An aeroshell is a rigid heat-shielded shell that protects a vehicle from pressure and heat created by drag during atmospheric entry (see blunt body theory), slows it down during entry, and may protect it from debris during spaceflight. The back shell carries the load being delivered, along with important components such as a parachute, rocket engines, and monitoring electronics like an inertial measurement unit that monitors the orientation of the shell during parachute-slowed descent.
Aeroshells are a key component of interplanetary space missions. They were used in the Apollo program to the moon in the 1960s and 1970s, the 1975 Viking program to Mars, the 1997 Mars Pathfinder mission, the 2003 Mars Exploration Rover missions, the 2007 Mars Phoenix mission, and are scheduled for use in the Mars Science Laboratory mission in late 2011.

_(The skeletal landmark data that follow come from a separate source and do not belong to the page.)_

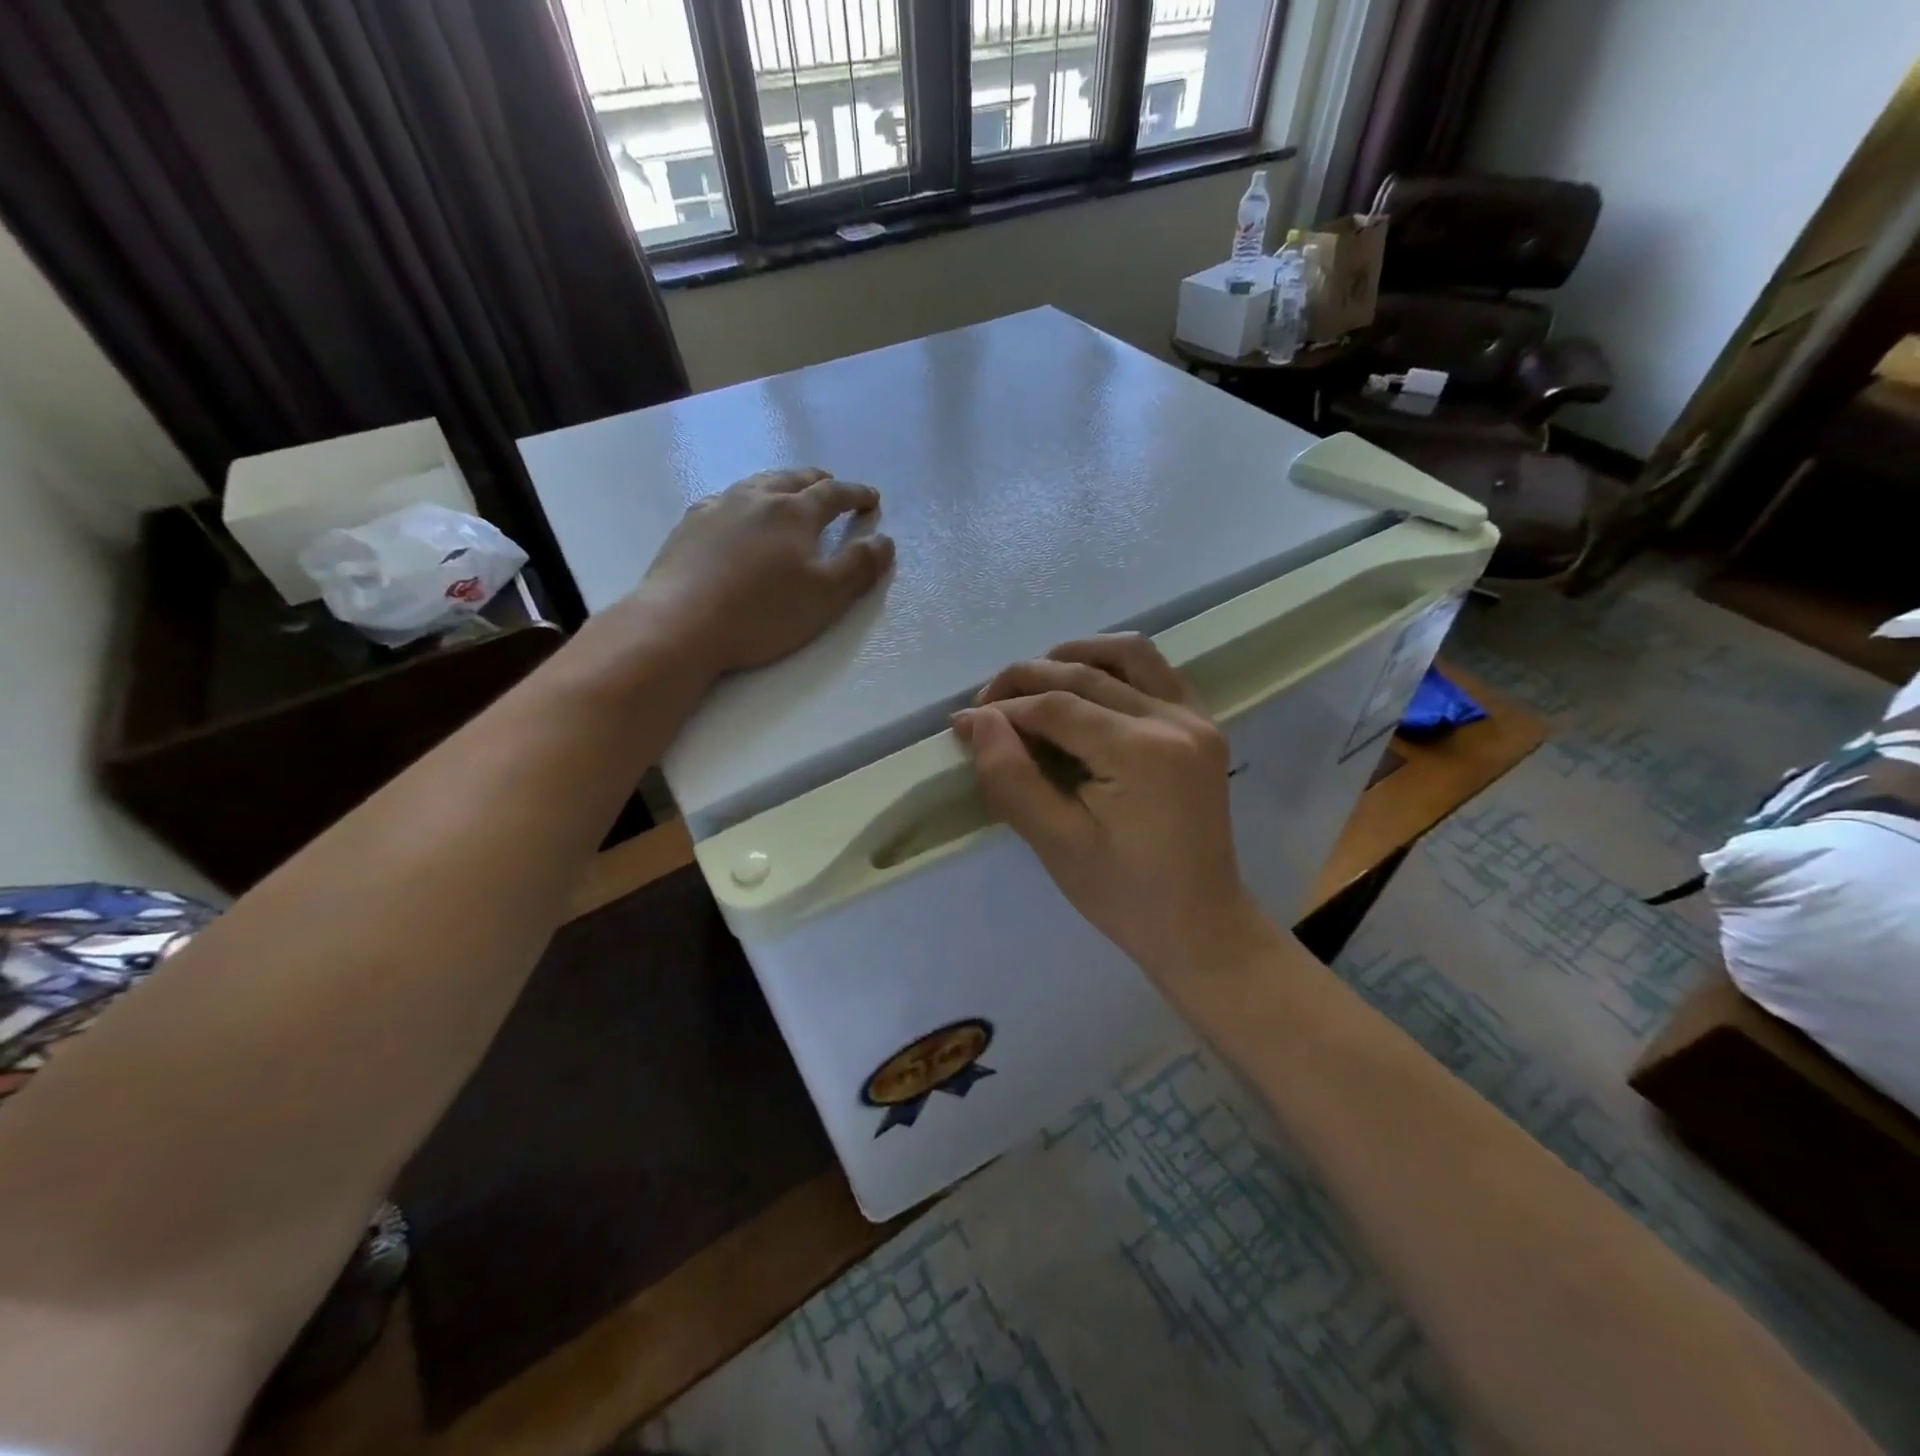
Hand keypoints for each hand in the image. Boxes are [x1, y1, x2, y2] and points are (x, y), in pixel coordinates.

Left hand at [633, 467, 893, 676]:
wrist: (681, 623)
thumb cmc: (763, 613)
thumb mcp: (826, 597)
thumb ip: (859, 566)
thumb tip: (884, 540)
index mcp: (795, 513)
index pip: (834, 494)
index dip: (856, 494)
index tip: (871, 498)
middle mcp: (757, 498)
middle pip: (794, 479)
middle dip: (818, 481)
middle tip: (832, 485)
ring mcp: (718, 507)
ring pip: (757, 483)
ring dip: (780, 483)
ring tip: (787, 491)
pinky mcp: (689, 525)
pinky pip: (724, 499)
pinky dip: (744, 500)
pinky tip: (736, 512)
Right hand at [952, 635, 1271, 988]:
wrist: (1199, 925)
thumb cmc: (1123, 894)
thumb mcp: (1056, 843)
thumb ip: (1012, 777)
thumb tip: (977, 721)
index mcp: (1140, 752)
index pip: (1056, 707)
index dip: (1003, 709)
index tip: (962, 723)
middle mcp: (1173, 720)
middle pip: (1086, 672)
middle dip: (1027, 679)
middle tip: (985, 702)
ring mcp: (1195, 719)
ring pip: (1129, 654)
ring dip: (1075, 655)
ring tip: (1034, 680)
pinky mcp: (1203, 727)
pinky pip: (1157, 673)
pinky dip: (1116, 666)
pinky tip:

NASA's Planetary Entry Parachute Program (PEPP) aeroshell, tested in 1966, was created to test parachutes for the Voyager Mars landing program. To simulate the thin Martian atmosphere, the parachute needed to be used at an altitude more than 160,000 feet above the earth. A balloon launched from Roswell, New Mexico was used to initially lift the aeroshell. The balloon then drifted west to the White Sands Missile Range, where the vehicle was dropped and the engines beneath the vehicle boosted it to the required altitude, where the parachute was deployed.
The Voyager program was later canceled, replaced by the much smaller Viking program several years later. NASA reused the Voyager name for the Voyager 1 and Voyager 2 probes to the outer planets, which had nothing to do with the Mars Voyager program.
There is one PEPP Aeroshell left, at White Sands Missile Range in New Mexico.